Keller’s second book, The Prodigal God: Recovering the Heart of the Christian Faith is much shorter but carries just as much weight as his first. Had I borrowed this book from my college student friend, I would never, ever have given it back! This is a book I will read and re-read and give as a gift to many friends.

The Prodigal God is a short reflection on one of Jesus’s most known parables: The Prodigal Son found in Luke 15. This is the story of the “younger son” (brother) who asks for and then wastes his father’s inheritance on “wayward living.” The younger brother is “lost” but returns to the surprising open arms of his father. A party is thrown, the father’s son was lost, but now is found! Keller is quick to point out that the parable should be called The Two Lost Sons, noting that there is another son in the story. The elder brother refuses to join his younger brother’s party because he had lived a life of “keeping all the rules” but the father had never had a feast in his honor. Here’s the punch line: both brothers are lost! You can be lost and disconnected from God like the younger brother: by rejecting the Father, wasting your life, living by your own rules, being your own God. Or you can be disconnected from God like the elder brother: by trying to keep all the rules, living a life that looks pleasing to God on the outside, but on the inside is motivated by the desire for control and self-salvation. The younger brother and the elder brother were both motivated by trying to control their father and be their own gods. Keller explains:

“Jesus’s great Parable of the Prodigal Son retells the story of the entire Bible and the story of the human race. Within the story, Jesus teaches that the two most common ways to live are both spiritual dead ends. He shows how the plotlines of our lives can only find a resolution, a happy ending, in him, in his person and work.”

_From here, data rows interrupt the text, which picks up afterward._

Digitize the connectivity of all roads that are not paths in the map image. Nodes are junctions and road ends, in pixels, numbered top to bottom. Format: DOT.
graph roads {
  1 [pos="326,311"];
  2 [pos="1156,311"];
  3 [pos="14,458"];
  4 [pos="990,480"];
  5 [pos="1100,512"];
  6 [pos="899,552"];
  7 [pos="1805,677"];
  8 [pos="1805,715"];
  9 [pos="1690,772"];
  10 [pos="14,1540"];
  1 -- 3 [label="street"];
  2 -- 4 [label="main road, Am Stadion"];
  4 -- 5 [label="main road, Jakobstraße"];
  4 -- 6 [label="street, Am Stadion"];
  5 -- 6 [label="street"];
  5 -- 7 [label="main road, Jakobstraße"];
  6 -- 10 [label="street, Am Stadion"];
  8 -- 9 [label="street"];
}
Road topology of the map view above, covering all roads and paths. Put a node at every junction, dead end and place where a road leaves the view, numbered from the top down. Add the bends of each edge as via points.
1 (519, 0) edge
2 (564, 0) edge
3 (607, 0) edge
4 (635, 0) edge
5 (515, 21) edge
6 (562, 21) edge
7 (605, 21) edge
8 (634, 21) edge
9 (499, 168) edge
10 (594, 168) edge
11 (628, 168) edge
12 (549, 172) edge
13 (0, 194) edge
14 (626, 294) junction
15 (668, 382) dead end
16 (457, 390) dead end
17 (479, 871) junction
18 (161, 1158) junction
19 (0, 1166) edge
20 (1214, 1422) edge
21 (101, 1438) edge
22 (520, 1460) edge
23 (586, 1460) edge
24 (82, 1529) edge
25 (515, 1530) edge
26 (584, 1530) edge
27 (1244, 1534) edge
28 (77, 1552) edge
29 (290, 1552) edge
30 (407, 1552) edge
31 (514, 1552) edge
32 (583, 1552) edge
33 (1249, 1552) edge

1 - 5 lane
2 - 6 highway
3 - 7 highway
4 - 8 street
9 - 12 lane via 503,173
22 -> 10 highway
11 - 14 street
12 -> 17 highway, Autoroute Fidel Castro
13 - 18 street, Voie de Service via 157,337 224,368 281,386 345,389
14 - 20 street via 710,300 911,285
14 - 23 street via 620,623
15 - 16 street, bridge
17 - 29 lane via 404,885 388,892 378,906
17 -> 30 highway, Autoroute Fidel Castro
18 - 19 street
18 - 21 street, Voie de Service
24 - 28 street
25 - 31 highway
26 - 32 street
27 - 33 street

Here is the central question that Keller’s book (and Jesus’s parable) forces the reader to ask: What are my motivations for being good? Keller explains that this parable radically redefines sin and lostness. Sin is not just doing something wrong, but it could also be doing something right for the wrong reasons. Those who are “lost” are not just people who are obviously immoral, addicted to drugs or sex or money. The lost are those who reject the father and desire control of their own lives. They are people who want the blessings of God but not God. Keller concludes:

“Jesus does not divide the world into the moral ‘good guys’ and the immoral ‘bad guys.’ He shows us that everyone is dedicated to a project of self-salvation, to using God and others in order to get power and control for themselves. We are just going about it in different ways. Even though both sons are wrong, however, the father cares for them and invites them both back into his love and feast... The gospel is distinct from the other two approaches: In its view, everyone is wrong, everyone is loved, and everyone is called to recognize this and change.”

Like anything that is true, Jesus’s message in this parable is simple and profound and will only be grasped when given time to germinate in our hearts and minds. Keller’s insight into the deeper meaning of The Parable of the Prodigal Son is a seed worth planting, one that has the potential to grow a people God longs for: a people of humility and extravagant grace. If the Gospel we preach and teach does not naturally lead to living lives marked by humility and grace, Keller’s masterpiece invites us to “recover the heart of the Christian faith.”

Related Links:
Learn more about The Prodigal God at the book's website.

Listen to Tim Keller's sermon the inspired the book (right click to download)

Read Byron Borger's excellent review and comparison of Keller and Henri Nouwen!

Read Walt Mueller's review of The Reason for God


schez said...

lest we forget, Keller's first book is Ministries of Mercy: The Call of the Jericho Road - not The Reason for God. A good book of what it means to love your neighbor in word and deed.

schez said...

by the way - thanks for the "hot off the presses" review!!!

Derek Melleby said...

Thanks for pointing out Keller's other excellent book.

I think if you read the paragraph again you will notice that I was refering to this year (2008)... Keller's first book "this year" was The Reason for God.

But yes, of course, "Ministries of Mercy" must not be forgotten... the book and the practice!!